STUDY MATERIAL:
####################
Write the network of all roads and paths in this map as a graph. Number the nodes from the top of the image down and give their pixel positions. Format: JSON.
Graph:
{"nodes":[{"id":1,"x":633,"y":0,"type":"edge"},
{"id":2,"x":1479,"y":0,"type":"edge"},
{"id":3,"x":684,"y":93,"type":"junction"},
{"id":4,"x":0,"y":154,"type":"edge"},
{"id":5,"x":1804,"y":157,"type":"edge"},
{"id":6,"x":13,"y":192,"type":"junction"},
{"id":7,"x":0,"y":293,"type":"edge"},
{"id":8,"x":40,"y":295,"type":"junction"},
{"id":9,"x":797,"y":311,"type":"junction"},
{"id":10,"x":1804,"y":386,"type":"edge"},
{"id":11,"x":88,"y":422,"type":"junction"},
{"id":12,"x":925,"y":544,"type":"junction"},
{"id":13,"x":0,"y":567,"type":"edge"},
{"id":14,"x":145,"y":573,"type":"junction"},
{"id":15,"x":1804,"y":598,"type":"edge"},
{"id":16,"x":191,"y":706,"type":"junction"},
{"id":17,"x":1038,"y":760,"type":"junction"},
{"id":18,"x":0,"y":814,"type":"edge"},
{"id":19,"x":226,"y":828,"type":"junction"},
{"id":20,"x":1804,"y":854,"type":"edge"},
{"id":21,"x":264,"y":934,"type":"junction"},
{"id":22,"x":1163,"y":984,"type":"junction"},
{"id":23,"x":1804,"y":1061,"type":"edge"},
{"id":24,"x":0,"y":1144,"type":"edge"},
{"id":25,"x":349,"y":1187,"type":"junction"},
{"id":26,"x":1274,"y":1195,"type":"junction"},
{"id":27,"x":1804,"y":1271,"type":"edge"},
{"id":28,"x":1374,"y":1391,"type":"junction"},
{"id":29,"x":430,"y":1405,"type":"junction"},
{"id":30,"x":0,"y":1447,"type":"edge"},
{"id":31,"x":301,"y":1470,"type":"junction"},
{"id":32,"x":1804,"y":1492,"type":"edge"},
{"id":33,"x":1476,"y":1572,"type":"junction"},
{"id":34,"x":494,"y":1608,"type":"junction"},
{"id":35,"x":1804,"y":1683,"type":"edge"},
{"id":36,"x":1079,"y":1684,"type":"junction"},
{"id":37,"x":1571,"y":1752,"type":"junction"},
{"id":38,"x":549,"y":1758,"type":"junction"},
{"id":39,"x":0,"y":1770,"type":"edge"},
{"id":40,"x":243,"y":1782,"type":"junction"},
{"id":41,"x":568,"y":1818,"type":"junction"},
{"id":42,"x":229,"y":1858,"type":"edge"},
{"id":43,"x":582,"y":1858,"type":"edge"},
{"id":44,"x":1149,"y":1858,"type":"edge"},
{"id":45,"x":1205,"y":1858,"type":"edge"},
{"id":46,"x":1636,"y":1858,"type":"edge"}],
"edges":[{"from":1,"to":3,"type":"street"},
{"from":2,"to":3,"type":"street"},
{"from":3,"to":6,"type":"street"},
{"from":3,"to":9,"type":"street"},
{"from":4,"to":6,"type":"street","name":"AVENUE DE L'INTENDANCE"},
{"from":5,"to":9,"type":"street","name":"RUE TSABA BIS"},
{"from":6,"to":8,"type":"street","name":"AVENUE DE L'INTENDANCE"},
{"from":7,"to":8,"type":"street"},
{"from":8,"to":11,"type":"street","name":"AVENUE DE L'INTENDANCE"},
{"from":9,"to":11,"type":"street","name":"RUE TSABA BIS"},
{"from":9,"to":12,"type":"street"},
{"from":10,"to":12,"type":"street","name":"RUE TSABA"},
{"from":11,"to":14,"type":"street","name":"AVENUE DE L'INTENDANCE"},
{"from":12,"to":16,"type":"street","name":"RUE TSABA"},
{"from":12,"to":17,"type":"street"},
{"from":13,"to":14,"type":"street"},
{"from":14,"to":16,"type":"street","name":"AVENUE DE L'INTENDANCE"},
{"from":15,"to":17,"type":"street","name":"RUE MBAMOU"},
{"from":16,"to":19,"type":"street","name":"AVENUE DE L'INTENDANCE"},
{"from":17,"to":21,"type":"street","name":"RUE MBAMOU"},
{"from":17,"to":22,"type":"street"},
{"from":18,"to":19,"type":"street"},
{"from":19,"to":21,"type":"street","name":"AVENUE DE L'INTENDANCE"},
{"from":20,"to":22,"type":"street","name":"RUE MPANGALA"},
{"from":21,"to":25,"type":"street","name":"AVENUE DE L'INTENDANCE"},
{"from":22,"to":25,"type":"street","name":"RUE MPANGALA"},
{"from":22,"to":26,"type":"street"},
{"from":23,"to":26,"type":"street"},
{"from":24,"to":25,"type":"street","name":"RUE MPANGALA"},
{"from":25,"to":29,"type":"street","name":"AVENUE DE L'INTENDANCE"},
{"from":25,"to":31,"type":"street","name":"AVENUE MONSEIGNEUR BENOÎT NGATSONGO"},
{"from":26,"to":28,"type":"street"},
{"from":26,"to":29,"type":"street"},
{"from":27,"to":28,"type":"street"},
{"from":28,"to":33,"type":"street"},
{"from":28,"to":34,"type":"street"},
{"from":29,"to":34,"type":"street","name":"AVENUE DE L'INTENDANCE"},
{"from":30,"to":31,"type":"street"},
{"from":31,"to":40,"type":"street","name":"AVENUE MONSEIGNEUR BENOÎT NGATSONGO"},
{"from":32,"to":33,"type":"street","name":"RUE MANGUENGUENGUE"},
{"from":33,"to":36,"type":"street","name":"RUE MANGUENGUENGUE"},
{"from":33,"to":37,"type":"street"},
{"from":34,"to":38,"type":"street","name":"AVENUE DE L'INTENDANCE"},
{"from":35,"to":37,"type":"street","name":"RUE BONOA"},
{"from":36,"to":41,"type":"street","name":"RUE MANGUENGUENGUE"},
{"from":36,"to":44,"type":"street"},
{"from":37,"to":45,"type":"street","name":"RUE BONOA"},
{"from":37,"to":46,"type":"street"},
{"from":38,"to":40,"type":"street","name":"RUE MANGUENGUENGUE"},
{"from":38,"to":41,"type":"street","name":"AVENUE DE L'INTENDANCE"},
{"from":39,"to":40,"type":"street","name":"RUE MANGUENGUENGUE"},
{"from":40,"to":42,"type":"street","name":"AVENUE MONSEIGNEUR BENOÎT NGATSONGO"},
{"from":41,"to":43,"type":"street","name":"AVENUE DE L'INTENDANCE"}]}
####################
EXERCISE:
Wherever "MONSEIGNEUR" appears in the listing, report the line it is on.

REPLY TO THE TASK:
{"from":25,"to":31,"type":"street","name":"AVENUE MONSEIGNEUR BENOÎT NGATSONGO"},
{"from":31,"to":40,"type":"street","name":"AVENUE MONSEIGNEUR BENOÎT NGATSONGO"},
{"from":40,"to":42,"type":"street","name":"AVENUE MONSEIGNEUR BENOÎT NGATSONGO"},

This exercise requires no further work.